Antibiotic-induced alterations in the gut microbiota are implicated in many metabolic and inflammatory diseases, increase the risk of secondary infections and contribute to the emergence of antimicrobial resistance. Here we report the design and in vivo performance of an engineered strain of Lactococcus lactis that altruistically degrades the widely used broad-spectrum antibiotics β-lactams (which disrupt commensal bacteria in the gut) through the secretion and extracellular assembly of a heterodimeric β-lactamase. The engineered β-lactamase-expression system does not confer β-lactam resistance to the producer cell, and is encoded via a genetically unlinked two-gene biosynthesis strategy that is not susceptible to dissemination by horizontal gene transfer. In a mouse model of parenteral ampicillin treatment, oral supplementation with the engineered live biotherapeutic minimized gut dysbiosis without affecting the ampicillin concentration in serum, precluded the enrichment of antimicrobial resistance genes in the gut microbiome and prevented the loss of colonization resistance against Clostridioides difficile. Engineered live biotherapeutics that safely degrade antibiotics in the gut may represent a suitable strategy for the prevention of dysbiosis and its associated pathologies.

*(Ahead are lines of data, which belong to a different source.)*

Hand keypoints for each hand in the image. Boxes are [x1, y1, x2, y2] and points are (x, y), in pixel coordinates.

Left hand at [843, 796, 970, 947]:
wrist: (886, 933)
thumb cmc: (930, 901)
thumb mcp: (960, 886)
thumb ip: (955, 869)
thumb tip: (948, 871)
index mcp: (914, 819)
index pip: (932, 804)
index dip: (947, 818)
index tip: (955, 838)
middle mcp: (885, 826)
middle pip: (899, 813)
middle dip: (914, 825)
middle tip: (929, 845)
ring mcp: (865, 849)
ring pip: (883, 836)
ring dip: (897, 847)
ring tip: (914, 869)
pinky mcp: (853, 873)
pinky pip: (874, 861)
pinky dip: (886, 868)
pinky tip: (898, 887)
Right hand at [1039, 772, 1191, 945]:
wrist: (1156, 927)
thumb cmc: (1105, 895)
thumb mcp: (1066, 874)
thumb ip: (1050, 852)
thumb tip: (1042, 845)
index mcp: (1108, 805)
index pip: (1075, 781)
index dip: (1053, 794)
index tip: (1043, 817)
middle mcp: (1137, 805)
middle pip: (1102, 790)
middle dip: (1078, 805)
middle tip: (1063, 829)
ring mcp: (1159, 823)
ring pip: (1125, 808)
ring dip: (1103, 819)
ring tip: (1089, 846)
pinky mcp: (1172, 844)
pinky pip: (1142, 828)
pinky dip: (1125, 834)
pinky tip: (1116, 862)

抗生素引起的肠道菌群改变与许多代谢性疾病和炎症性疾病有关，会增加继发感染的风险，并导致出现抗生素耐药性。在这里，我们报告了乳酸乳球菌工程菌株的设计和体内性能通过异二聚体 β-内酰胺酶的分泌和细胞外组装，无私地降解广泛使用的广谱抗生素 β-内酰胺（破坏肠道中的共生细菌）。工程化的 β-内酰胺酶表达系统不会赋予生产细胞 β-内酰胺抗性，并且通过遗传上不相关的双基因生物合成策略进行编码，该策略不易通过水平基因转移传播。在肠外氨苄青霉素治疗的小鼠模型中，口服补充工程化的活生物治疗药物可在不影响血清氨苄青霉素浓度的情况下最大限度地减少肠道菌群失调，防止肠道微生物组中抗菌素耐药基因的富集，并防止对艰难梭菌的定植耐药性丧失. 能够安全降解肠道中抗生素的工程化活生物治疗剂可能是预防生态失调及其相关病症的合适策略。